Date/Time
Date(s) - 27/06/2020
10:00 am - 12:00 pm
Categories
EartHand is pleased to partner with Stanley Park Ecology Society in offering this webinar to get you thinking all things baskets and more with simple at home made braids.
Over this two hour webinar, Sharon Kallis, founder of EartHand Gleaners, will demonstrate how to graduate from a three-strand braid to a wider, multi-strand flat braid. Participants are encouraged to braid alongside Sharon with your own home and garden foraged materials. Part of the session will offer demonstrations on how to turn braids into baskets with other fun and useful ways to use braids.
For this webinar, participants:
• Must be able to do a three-strand braid.
• Can use torn sheets, rags, plastic strips, blackberry skin and other garden/end of season yellowed greens such as daffodils leaves, dandelion and false nettle stems.
• Any garden gatherings that are ‘yellowed greens‘ will need to have been harvested and dried to shrink before webinar. Materials can be put in water for about 10 minutes then wrapped in a wet towel an hour before session to be ready for use.
• Should have a piece of string to tie their materials and a brace (table or chair leg) to tie to within view of their computer.
Sharon Kallis is a locally and internationally renowned author and artist using unwanted materials to make art and useful items. She is author of the book “Common Threads: Weaving Community through Collaborative Eco-Art” and received many acknowledgements and awards for her work, including the Brandford/Elliott International Award for Excellence in Fibre Arts.
*Fees for this program are based on a sliding scale – you choose what you pay! Your contributions help us bring you more online programs like this one!
**Only one ticket required per household.
***If this event fills to capacity, members of Stanley Park Ecology Society will be given first priority to any tickets that open up due to cancellations.

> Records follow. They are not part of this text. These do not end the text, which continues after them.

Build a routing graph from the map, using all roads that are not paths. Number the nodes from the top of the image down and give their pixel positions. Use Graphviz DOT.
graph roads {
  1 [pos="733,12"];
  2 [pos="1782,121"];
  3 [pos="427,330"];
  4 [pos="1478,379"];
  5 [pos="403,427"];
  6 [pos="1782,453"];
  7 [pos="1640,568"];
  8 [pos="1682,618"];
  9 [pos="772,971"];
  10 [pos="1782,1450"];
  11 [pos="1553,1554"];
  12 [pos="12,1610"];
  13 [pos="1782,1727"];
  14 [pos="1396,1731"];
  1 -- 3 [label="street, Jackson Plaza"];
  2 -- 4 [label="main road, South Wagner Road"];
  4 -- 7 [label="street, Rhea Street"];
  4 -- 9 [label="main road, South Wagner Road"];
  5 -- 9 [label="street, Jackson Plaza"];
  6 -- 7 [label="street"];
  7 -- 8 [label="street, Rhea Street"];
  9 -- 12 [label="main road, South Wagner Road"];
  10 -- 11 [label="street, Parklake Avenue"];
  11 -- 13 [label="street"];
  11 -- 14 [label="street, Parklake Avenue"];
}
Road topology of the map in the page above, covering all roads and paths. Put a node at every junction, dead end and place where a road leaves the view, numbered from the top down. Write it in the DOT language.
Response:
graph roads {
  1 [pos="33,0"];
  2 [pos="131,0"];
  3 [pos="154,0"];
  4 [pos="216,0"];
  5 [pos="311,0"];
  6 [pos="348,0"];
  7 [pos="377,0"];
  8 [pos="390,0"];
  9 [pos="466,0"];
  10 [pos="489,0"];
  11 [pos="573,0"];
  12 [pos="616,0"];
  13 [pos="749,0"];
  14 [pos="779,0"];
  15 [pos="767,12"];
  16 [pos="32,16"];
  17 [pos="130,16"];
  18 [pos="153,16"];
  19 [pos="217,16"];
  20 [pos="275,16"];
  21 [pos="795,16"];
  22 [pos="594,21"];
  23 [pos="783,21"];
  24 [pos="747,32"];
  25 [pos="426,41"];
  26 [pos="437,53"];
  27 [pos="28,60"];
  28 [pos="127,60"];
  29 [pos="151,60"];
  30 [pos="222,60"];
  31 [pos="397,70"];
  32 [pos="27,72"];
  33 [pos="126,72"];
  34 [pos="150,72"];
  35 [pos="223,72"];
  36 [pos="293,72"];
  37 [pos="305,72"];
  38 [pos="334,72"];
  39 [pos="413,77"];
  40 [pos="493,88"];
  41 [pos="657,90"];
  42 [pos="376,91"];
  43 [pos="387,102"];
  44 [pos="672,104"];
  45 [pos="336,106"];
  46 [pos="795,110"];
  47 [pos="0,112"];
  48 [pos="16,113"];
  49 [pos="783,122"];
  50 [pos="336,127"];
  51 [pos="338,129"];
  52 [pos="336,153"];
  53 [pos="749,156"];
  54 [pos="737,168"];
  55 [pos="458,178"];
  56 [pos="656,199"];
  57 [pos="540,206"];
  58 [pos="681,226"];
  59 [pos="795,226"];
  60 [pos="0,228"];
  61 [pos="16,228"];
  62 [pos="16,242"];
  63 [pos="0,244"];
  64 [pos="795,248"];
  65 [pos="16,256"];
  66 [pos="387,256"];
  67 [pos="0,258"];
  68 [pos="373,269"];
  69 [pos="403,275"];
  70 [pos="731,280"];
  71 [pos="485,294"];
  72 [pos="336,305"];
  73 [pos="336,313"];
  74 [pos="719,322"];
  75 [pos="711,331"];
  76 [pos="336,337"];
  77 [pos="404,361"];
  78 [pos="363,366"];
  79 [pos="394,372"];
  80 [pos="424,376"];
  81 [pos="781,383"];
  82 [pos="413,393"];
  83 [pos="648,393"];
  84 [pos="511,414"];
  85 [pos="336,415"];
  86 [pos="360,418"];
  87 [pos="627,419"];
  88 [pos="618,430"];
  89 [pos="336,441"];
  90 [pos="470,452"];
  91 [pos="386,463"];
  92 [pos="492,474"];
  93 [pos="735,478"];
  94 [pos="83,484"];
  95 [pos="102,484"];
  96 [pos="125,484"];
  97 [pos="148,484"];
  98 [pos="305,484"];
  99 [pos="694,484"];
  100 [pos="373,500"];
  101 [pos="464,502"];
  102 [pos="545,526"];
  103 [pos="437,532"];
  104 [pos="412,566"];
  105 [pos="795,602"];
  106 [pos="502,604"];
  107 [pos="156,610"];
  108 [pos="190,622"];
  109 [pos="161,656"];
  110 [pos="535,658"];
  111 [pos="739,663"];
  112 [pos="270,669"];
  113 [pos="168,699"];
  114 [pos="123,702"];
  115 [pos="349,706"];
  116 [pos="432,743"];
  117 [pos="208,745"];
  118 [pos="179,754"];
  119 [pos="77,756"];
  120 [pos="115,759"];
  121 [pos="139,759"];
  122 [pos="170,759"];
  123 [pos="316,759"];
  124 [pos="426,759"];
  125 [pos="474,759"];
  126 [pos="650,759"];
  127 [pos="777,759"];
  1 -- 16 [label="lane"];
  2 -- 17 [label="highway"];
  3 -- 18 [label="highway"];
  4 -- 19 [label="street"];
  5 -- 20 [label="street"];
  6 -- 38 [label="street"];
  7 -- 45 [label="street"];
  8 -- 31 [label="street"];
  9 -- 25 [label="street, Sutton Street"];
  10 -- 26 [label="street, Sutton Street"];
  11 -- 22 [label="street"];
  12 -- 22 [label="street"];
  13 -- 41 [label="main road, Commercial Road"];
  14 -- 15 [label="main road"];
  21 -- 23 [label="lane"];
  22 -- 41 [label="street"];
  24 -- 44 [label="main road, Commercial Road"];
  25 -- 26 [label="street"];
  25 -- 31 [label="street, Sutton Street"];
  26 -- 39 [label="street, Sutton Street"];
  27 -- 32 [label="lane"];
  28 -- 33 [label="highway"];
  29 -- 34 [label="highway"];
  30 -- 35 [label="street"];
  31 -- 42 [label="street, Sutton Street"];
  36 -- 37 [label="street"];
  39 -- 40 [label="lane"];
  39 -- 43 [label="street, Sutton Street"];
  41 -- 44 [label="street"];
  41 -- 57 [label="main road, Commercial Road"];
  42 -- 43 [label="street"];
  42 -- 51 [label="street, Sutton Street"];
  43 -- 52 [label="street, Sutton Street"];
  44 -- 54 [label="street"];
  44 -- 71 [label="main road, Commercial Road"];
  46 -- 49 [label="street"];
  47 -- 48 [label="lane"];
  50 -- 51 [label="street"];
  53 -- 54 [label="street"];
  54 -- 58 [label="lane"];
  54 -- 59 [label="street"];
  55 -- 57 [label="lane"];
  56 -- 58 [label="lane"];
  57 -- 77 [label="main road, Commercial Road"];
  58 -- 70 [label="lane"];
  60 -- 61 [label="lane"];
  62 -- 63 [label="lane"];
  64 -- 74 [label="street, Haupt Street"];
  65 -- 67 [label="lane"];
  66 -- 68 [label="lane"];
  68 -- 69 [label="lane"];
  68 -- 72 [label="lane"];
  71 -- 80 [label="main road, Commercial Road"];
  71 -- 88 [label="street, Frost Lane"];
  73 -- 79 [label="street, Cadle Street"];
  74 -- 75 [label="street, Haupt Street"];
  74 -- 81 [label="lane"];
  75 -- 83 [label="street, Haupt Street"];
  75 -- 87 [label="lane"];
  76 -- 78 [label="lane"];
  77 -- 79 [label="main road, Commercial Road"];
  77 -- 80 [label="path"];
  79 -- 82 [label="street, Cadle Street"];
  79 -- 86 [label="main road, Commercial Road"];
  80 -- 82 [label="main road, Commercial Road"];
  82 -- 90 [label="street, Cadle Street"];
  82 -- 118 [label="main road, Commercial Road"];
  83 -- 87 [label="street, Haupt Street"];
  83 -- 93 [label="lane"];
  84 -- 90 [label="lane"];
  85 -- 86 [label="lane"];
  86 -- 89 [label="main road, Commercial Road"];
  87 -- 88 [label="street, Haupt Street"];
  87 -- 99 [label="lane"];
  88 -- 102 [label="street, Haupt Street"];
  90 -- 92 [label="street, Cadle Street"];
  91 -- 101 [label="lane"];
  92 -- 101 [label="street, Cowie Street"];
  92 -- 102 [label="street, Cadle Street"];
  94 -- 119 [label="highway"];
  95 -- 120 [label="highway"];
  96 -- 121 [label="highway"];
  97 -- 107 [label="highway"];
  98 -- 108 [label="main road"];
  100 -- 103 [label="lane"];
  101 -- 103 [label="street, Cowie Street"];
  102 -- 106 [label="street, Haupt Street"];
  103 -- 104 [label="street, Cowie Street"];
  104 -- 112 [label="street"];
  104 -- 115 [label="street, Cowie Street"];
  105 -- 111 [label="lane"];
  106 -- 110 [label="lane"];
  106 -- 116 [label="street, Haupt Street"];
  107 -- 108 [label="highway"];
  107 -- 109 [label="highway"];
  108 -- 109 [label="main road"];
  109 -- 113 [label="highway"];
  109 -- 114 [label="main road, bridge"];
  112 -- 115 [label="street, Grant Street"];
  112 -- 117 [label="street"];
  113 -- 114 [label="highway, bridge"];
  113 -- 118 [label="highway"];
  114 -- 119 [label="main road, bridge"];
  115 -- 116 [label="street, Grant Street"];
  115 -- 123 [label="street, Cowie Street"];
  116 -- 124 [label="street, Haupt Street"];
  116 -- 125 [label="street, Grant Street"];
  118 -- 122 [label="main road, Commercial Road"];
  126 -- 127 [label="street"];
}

We gratefully acknowledge that the land on which we gather is the unceded and unsurrendered territories of the Coast Salish peoples, including the xʷməθkwəy̓əm (Musqueam), Skwxwú7mesh (Squamish) Nation, and Səl̓ílwətaʔ/Selilwitulh (Tsleil-Waututh) Nation. For thousands of years, Coast Salish people have walked this land and walked with it in a good way, harvesting foods and medicines and made good ceremony here. The abundance that these lands and waters provide us to live, work and play is due to the reciprocal relationships by which Coast Salish people lived and live today.